Ces critères permettent à Reporters sans frontières de distribuer les bons mais surtout les mauvais points. Le tout est cartographié avec une couleur blanche accordée aux pays où la situation est bonne. Et en noir pour les nations où la situation est grave. C’est le cas notamment de la Turquie (157e) ou l’Egypte (161e). Pour RSF, fondée en 1985 à Montpellier par quatre journalistes, ces deux pays sont la preuve que l’hostilité des dirigeants politiques n’est plus uniquement la marque de fabrique des pays autoritaires. Du Caire jusqu’à Ankara, les gouvernements auraient basculé, toujours selon RSF, dans une répression effrénée, au point de généraliser les accusations de «terrorisme» contre les journalistes et d’emprisonner arbitrairement ceux qui se montrent critiques envers eux.
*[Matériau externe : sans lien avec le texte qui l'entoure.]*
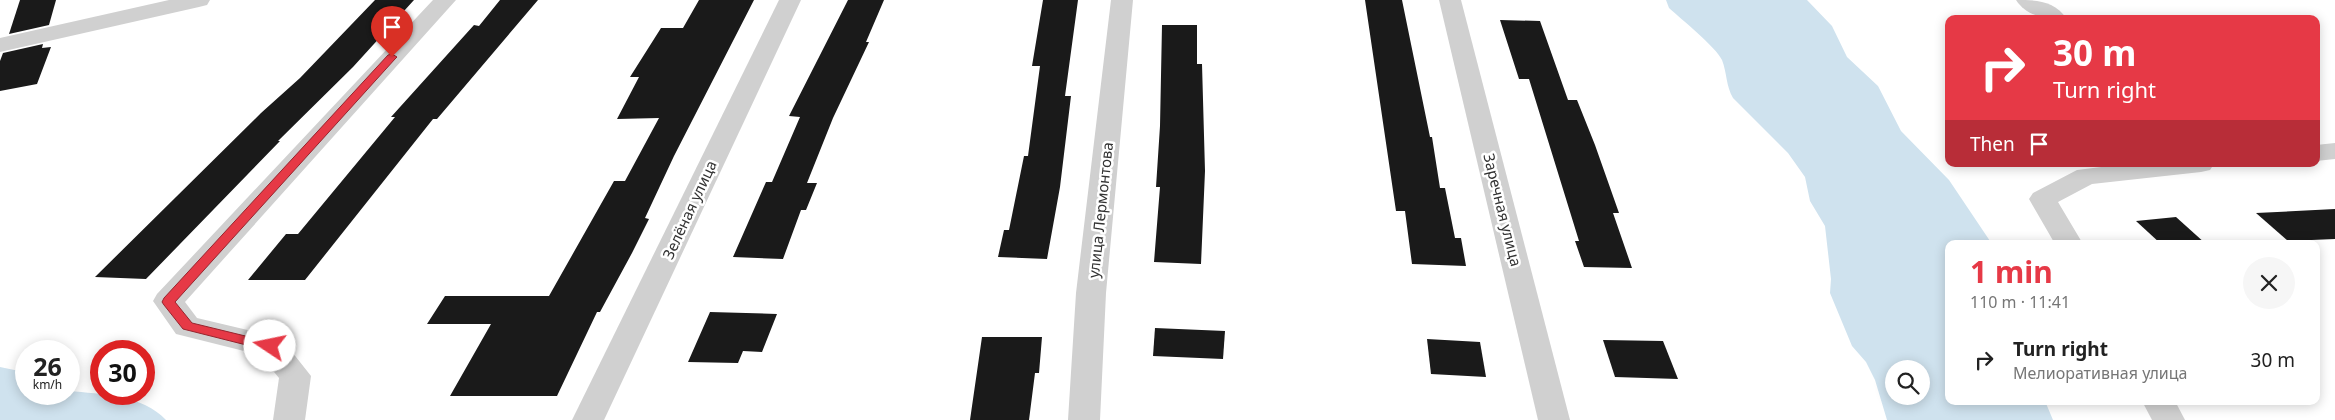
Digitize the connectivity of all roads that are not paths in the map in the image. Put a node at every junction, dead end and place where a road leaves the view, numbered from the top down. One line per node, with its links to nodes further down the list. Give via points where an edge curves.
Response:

Mais pas seulement.
 
Répression à l’occasion de l’épidémie de coronavirus
 
Dans son rapport, Reporters sans frontières, leader dans la défense et la promotion de la liberté de l’information, explique que la pandémie de coronavirus a fourni aux régimes autoritaires une parfaite occasion ou du moins une occasion supplémentaire afin de rogner et restreindre un peu plus la liberté de la presse. « Il existe une corrélation évidente entre la répression de la liberté de la presse à l’occasion de l’épidémie de coronavirus et la place des pays au classement mondial », argue l'organisation non gouvernementale, basée à Paris, en citant la Chine (177e) et l’Iran (173e, - 3 places) où ont été mis en place des dispositifs de censure massive. En Iraq également, l’agence de presse Reuters a vu sa licence lui être retirée par les autorités locales pour trois mois. Quelques heures auparavant, l’agence avait remis en cause dans une dépêche les chiffres officiels des cas de coronavirus.
 
Le Vieux Continent n’est pas en reste non plus, comme en atteste le sulfureux Viktor Orbán, Premier ministre hongrois ( 89e, - 2). Il a fait voter une loi dite “coronavirus” prévoyant des peines allant jusqu’à cinq ans de prison pour la diffusion de fausses informations. Un moyen de coercition jugé « totalement démesuré » par RSF. Son secrétaire général, Christophe Deloire, souligne dans le rapport :« La crise sanitaire est l’occasion pour des gouvernements autoritaires de mettre en œuvre la fameuse “doctrine du choc” : profiter de la neutralisation de la vie politique, de la sidération du public et de l’affaiblissement de la mobilisation pour imposer des mesures impossibles à adopter en temps normal ».
 
En somme, et pour finir sur une note positive, on se doit de constater la légère amélioration de l’indice de référence (-0,9%), autrement dit à l’échelle de la planète, il y a du progrès. Infime mais progrès quand même. Cela dit, l’indice global s’est malheureusement dégradé de 12 % depuis la création de ce classement. Et pour cause, alors que le pourcentage des pays situés dans la zone blanche du classement, qui indique “une bonne situation” de la liberté de la presse, demeure inchangé (8 %), c’est moins le cas pour celui des pays situés dans la zone noire qui signale “une situation critique”, car il a augmenté de 2 points et passe à 13 %. Bref, l’avenir des journalistes ne sera clairement pas rose.